(Stored items)

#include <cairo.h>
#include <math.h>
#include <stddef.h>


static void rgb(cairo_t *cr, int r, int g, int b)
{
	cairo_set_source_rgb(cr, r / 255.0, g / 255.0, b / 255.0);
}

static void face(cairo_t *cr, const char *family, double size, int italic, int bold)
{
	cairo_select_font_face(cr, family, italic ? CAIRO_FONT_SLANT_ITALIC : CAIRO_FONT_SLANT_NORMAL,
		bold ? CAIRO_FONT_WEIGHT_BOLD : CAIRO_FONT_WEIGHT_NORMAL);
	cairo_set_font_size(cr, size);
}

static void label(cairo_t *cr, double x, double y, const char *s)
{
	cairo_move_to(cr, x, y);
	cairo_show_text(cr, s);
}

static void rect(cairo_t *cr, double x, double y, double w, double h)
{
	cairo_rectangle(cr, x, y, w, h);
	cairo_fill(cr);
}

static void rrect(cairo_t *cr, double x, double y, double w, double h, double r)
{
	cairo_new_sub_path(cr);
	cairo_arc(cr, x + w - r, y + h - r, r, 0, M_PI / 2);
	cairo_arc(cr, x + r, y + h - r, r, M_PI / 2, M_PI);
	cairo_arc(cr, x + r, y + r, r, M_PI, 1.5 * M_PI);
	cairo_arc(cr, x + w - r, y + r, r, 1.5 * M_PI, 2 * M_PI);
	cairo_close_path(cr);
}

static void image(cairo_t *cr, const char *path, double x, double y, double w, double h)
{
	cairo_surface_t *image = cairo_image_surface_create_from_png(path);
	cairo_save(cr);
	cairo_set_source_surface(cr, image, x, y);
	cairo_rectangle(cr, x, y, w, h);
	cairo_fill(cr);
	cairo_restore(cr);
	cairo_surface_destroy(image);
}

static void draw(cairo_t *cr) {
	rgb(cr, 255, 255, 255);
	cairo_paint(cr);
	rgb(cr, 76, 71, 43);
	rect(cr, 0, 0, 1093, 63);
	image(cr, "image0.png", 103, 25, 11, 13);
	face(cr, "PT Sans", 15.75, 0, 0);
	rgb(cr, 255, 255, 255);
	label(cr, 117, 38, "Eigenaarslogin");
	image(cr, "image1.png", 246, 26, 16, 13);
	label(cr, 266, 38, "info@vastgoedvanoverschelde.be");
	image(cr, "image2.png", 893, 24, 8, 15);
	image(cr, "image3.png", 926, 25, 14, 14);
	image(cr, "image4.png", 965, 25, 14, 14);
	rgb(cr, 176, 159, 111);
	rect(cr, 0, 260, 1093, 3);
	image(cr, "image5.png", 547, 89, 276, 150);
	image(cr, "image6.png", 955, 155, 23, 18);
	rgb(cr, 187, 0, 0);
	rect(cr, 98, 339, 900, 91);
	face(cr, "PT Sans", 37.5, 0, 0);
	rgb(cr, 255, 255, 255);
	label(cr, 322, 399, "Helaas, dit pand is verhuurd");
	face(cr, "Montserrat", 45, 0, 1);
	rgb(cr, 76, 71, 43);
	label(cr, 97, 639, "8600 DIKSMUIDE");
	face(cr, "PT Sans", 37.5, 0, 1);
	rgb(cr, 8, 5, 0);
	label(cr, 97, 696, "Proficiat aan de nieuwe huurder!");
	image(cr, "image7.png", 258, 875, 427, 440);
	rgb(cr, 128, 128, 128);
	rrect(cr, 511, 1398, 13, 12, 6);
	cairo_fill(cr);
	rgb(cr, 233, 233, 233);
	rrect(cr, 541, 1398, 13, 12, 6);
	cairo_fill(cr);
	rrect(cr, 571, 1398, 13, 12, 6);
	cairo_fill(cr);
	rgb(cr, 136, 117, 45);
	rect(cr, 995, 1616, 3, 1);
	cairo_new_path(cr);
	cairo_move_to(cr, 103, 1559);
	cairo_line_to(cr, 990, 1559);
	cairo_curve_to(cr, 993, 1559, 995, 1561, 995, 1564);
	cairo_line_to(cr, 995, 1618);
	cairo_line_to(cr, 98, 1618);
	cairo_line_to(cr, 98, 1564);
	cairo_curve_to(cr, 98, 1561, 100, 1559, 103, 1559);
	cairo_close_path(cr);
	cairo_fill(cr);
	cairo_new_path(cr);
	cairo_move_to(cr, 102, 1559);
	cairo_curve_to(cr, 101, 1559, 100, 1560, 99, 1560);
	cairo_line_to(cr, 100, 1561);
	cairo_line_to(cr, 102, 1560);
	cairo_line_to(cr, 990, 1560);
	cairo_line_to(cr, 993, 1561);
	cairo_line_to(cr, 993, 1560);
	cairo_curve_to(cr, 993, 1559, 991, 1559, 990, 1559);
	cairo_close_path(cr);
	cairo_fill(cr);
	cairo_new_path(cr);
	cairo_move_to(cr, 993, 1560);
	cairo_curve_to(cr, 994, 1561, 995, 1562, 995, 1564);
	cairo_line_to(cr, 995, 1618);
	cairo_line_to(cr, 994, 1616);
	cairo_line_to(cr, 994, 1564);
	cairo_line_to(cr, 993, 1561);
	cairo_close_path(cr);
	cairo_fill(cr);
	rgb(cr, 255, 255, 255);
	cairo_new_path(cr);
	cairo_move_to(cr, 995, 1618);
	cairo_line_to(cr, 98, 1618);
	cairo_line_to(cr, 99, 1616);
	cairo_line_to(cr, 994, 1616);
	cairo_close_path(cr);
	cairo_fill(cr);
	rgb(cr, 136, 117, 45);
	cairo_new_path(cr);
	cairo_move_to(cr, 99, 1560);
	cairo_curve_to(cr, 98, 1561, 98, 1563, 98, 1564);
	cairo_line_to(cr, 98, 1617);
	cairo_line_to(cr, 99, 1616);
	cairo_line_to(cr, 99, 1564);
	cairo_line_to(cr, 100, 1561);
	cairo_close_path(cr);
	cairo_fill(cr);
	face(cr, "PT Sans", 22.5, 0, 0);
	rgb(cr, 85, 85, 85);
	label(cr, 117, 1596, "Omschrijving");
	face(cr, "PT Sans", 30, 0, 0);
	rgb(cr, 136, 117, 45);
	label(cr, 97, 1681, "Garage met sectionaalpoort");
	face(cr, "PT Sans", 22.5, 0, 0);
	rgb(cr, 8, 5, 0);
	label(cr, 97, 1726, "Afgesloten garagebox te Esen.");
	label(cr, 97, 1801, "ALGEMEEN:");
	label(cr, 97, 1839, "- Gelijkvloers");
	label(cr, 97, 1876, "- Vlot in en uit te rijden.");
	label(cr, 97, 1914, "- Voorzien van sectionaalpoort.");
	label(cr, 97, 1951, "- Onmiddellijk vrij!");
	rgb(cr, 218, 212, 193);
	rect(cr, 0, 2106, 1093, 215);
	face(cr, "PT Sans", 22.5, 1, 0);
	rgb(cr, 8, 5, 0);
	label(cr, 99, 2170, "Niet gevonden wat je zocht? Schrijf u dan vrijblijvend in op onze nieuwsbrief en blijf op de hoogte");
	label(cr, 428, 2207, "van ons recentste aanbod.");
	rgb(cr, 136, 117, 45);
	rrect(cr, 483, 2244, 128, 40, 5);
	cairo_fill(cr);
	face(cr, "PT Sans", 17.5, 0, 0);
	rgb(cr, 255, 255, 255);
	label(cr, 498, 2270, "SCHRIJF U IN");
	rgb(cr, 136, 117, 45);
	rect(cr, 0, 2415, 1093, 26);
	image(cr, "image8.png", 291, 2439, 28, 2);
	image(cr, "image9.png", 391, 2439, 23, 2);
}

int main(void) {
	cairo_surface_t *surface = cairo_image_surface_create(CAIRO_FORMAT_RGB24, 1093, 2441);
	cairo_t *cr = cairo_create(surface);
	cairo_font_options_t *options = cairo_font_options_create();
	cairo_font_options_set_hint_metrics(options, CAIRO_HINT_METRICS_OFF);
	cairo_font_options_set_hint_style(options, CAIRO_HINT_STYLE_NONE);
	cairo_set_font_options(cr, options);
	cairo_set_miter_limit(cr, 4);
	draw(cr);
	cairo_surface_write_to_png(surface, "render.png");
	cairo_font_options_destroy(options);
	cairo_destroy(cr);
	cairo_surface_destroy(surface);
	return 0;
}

## Instructions for the task
Counting the lines above that hold "const", reply with the number and no other words.

## Response area
3